UnPerfekthaus sieht sich gezwungen zu schließen
Absage wegen möglicher Eskalation
Foto: Dirk Ingo Franke, Wikimedia Comments, CCBY 3.0
Offener Dialog oder Rechtspopulismus: Das UnPerfekthaus spaltet die Lager. Foto: Dirk Ingo Franke, Wikimedia Comments, CCBY 3.0
Offener Dialog oder Rechtspopulismus: Das UnPerfekthaus spaltet die Lager.

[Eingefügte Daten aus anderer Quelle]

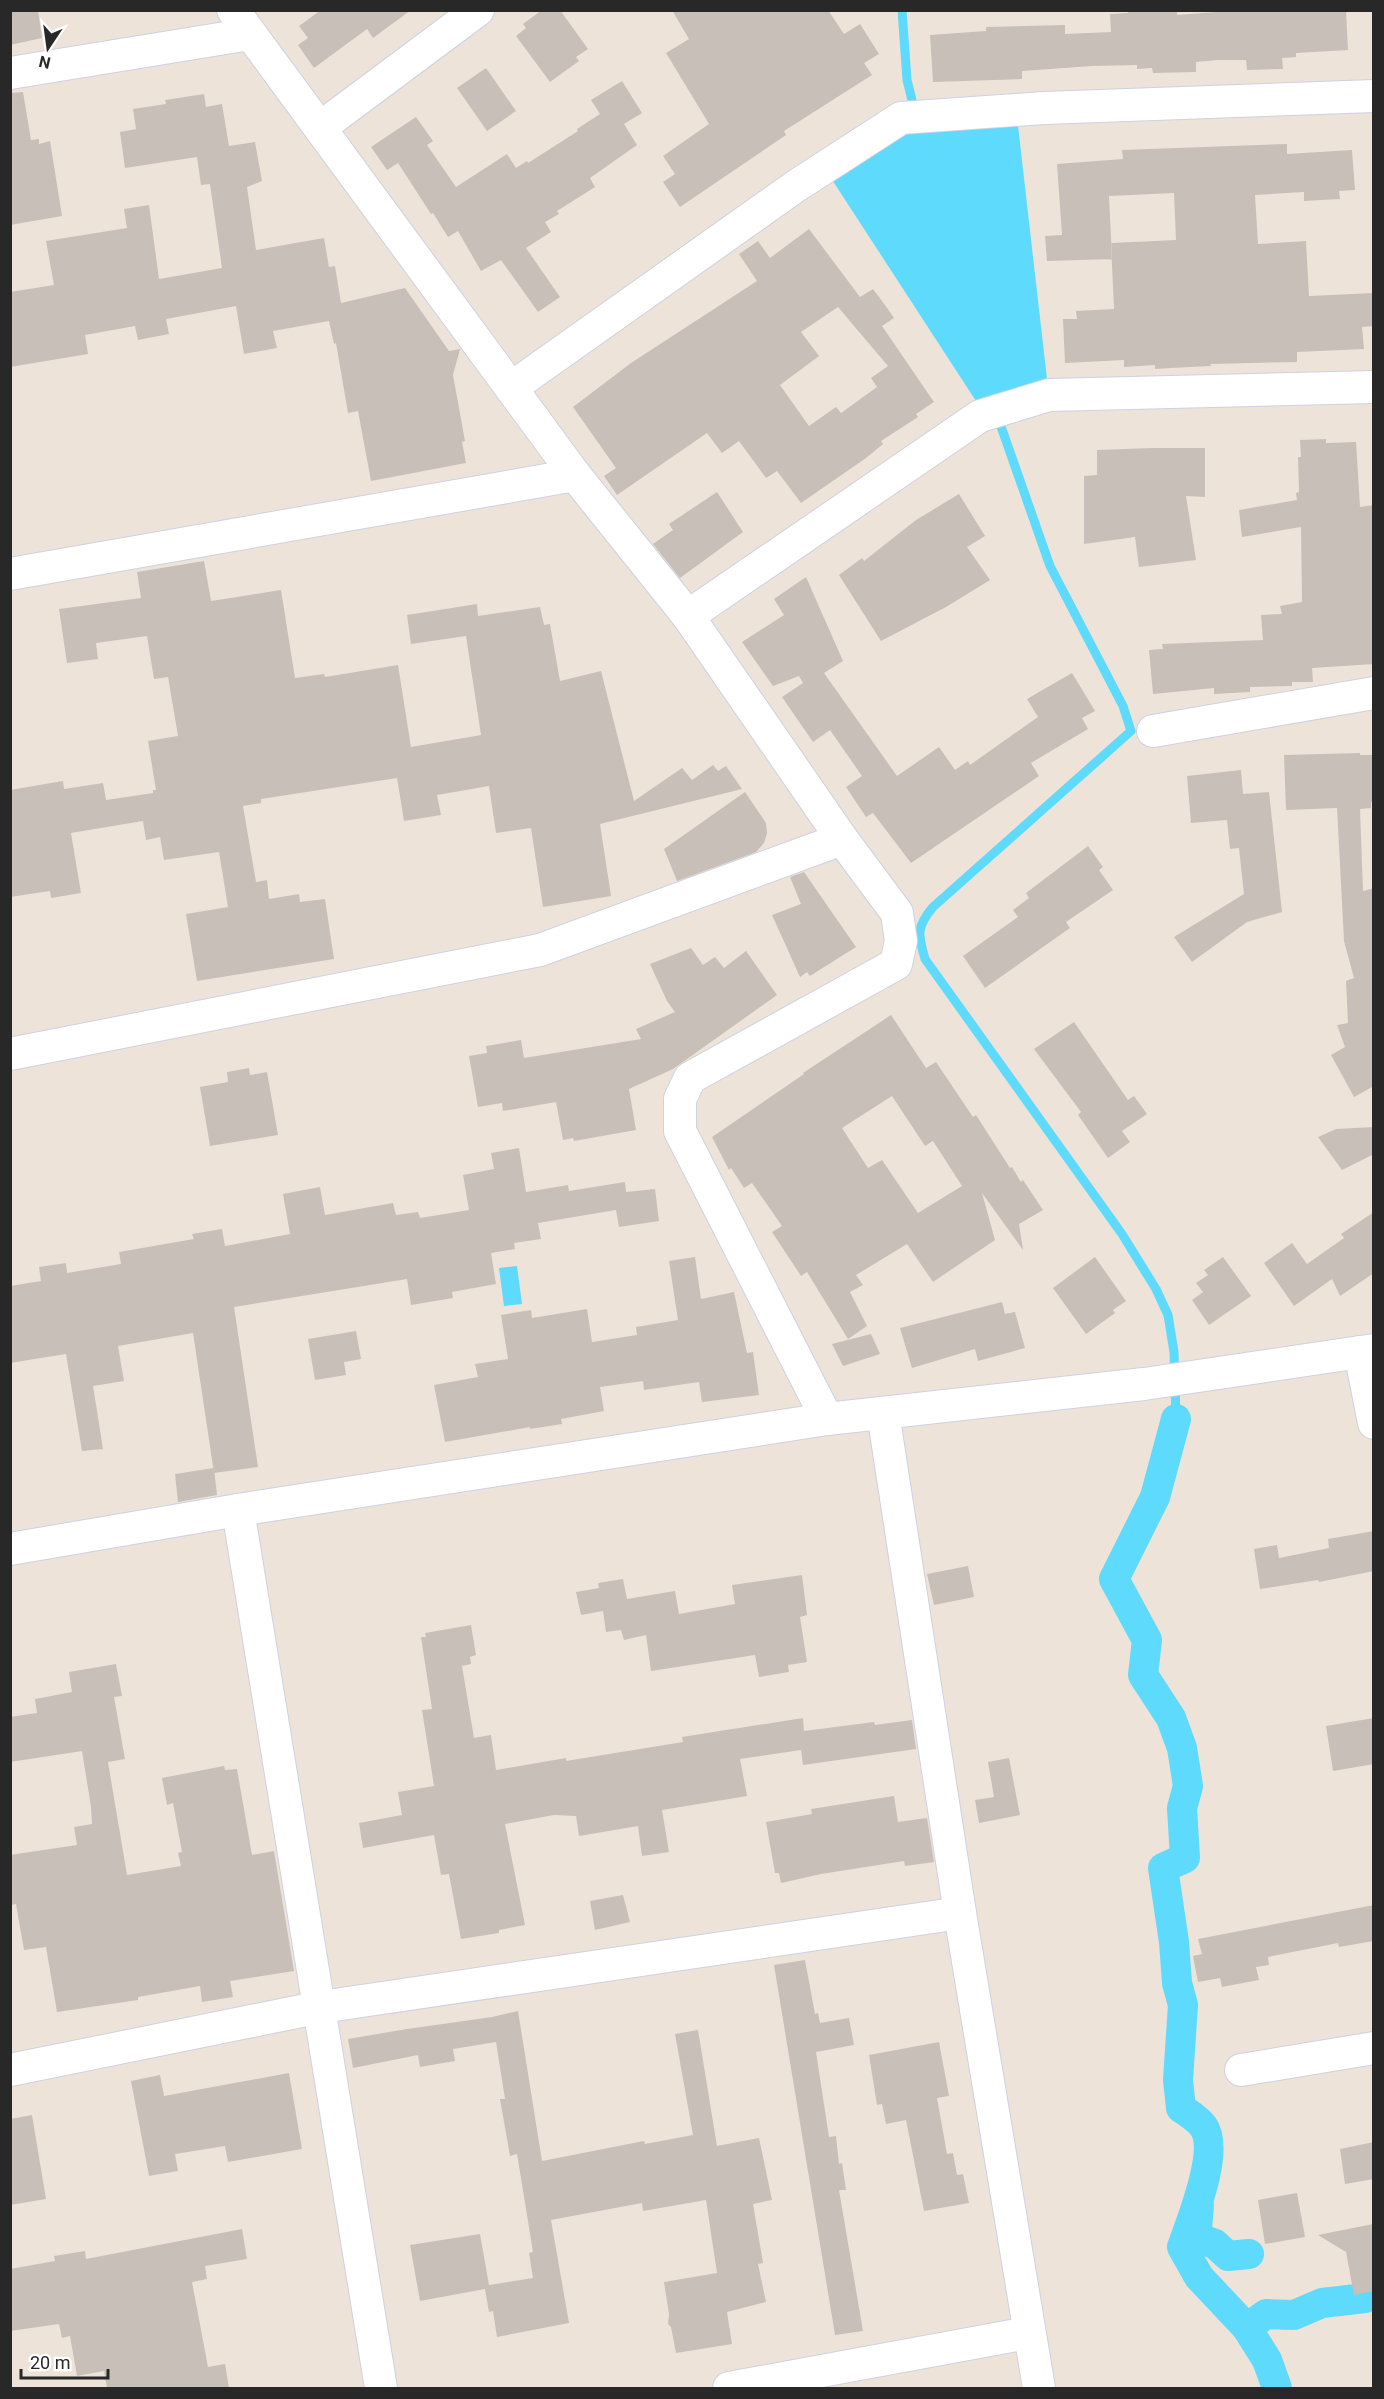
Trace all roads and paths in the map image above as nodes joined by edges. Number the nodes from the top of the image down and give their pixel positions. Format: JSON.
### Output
{"nodes":[{"id":1,"x":478,"y":10,"type":"edge"},
{"id":2,"x":242,"y":22,"type":"edge"},
{"id":3,"x":10,"y":73,"type":"edge"},
{"id":4,"x":1374,"y":96,"type":"edge"},
{"id":5,"x":321,"y":127,"type":"junction"},
{"id":6,"x":1374,"y":387,"type":"edge"},
{"id":7,"x":511,"y":388,"type":"junction"},
{"id":8,"x":575,"y":475,"type":"junction"},
{"id":9,"x":10,"y":574,"type":"edge"},
{"id":10,"x":688,"y":616,"type":"junction"},
{"id":11,"x":1374,"y":693,"type":"edge"},
{"id":12,"x":1153,"y":731,"type":"dead end"},
{"id":13,"x":842,"y":839,"type":"junction"},
{"id":14,"x":10,"y":1054,"type":"edge"},
{"id":15,"x":1367,"y":1351,"type":"edge"},
{"id":16,"x":883,"y":1413,"type":"junction"},
{"id":17,"x":827,"y":1419,"type":"junction"},
{"id":18,"x":1374,"y":1423,"type":"edge"},
{"id":19,"x":238,"y":1510,"type":"junction"},
{"id":20,"x":10,"y":1549,"type":"edge"},
{"id":21,"x":960,"y":1913,"type":"junction"},
{"id":22,"x":321,"y":2007,"type":"junction"},
{"id":23,"x":1374,"y":2048,"type":"edge"},
{"id":24,"x":10,"y":2070,"type":"edge"},
{"id":25,"x":1241,"y":2070,"type":"dead end"},
{"id":26,"x":1028,"y":2333,"type":"junction"},
{"id":27,"x":381,"y":2388,"type":"edge"},
{"id":28,"x":729,"y":2388,"type":"edge"},
{"id":29,"x":1039,"y":2388,"type":"edge"}],
"edges":[{"from":1,"to":5,"type":"street"},
{"from":2,"to":3,"type":"street"},
{"from":2,"to":5,"type":"street"},
{"from":4,"to":7,"type":"street"},
{"from":5,"to":7,"type":"street"},
{"from":6,"to":10,"type":"street"},
{"from":7,"to":8,"type":"street"},
{"from":8,"to":9,"type":"street"},
{"from":8,"to":10,"type":"street"},
{"from":10,"to":13,"type":"street"},
{"from":11,"to":12,"type":"street"},
{"from":13,"to":14,"type":"street"},
{"from":13,"to":17,"type":"street"},
{"from":15,"to":16,"type":"street"},
{"from":15,"to":18,"type":"street"},
{"from":16,"to":17,"type":"street"},
{"from":16,"to":21,"type":"street"},
{"from":17,"to":19,"type":"street"},
{"from":19,"to":20,"type":"street"},
{"from":19,"to":22,"type":"street"},
{"from":21,"to":22,"type":"street"},
{"from":21,"to":26,"type":"street"},
{"from":22,"to":24,"type":"street"},
{"from":22,"to":27,"type":"street"},
{"from":23,"to":25,"type":"street"},
{"from":26,"to":28,"type":"street"},
{"from":26,"to":29,"type":"street"}]}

Am Freitag, dem 22. Januar 2016, konnte das Essener UnPerfekthaus aufgrund von möglichen Auseinandersetzungen zwischen linken DemonstrantInnen und Nazis die Erstveranstaltung einer Bürgerwehr nicht abhalten und musste am späten Nachmittag zum ersten Mal in  seiner Geschichte die Tore schließen.

Die Gründung einer Essener Bürgerwehr und ihr geplantes erstes Treffen im UnPerfekthaus sorgte letzte Woche für viel Zündstoff. Linke machten im Internet gegen die Gründungsbewegung sowie den Betreiber der Gaststätte mobil. Wegen einer Demonstration der linken Initiative „Essen stellt sich quer“ vor dem UnPerfekthaus sah sich Reinhard Wiesemann, Inhaber des Etablissements, am Freitag nicht in der Lage, Gästen sowie MitarbeiterInnen Sicherheit garantieren zu können und machte seinen Laden zu; die Bürgerwehr-Initiatoren hatten ihr Treffen ohnehin bereits abgesagt.    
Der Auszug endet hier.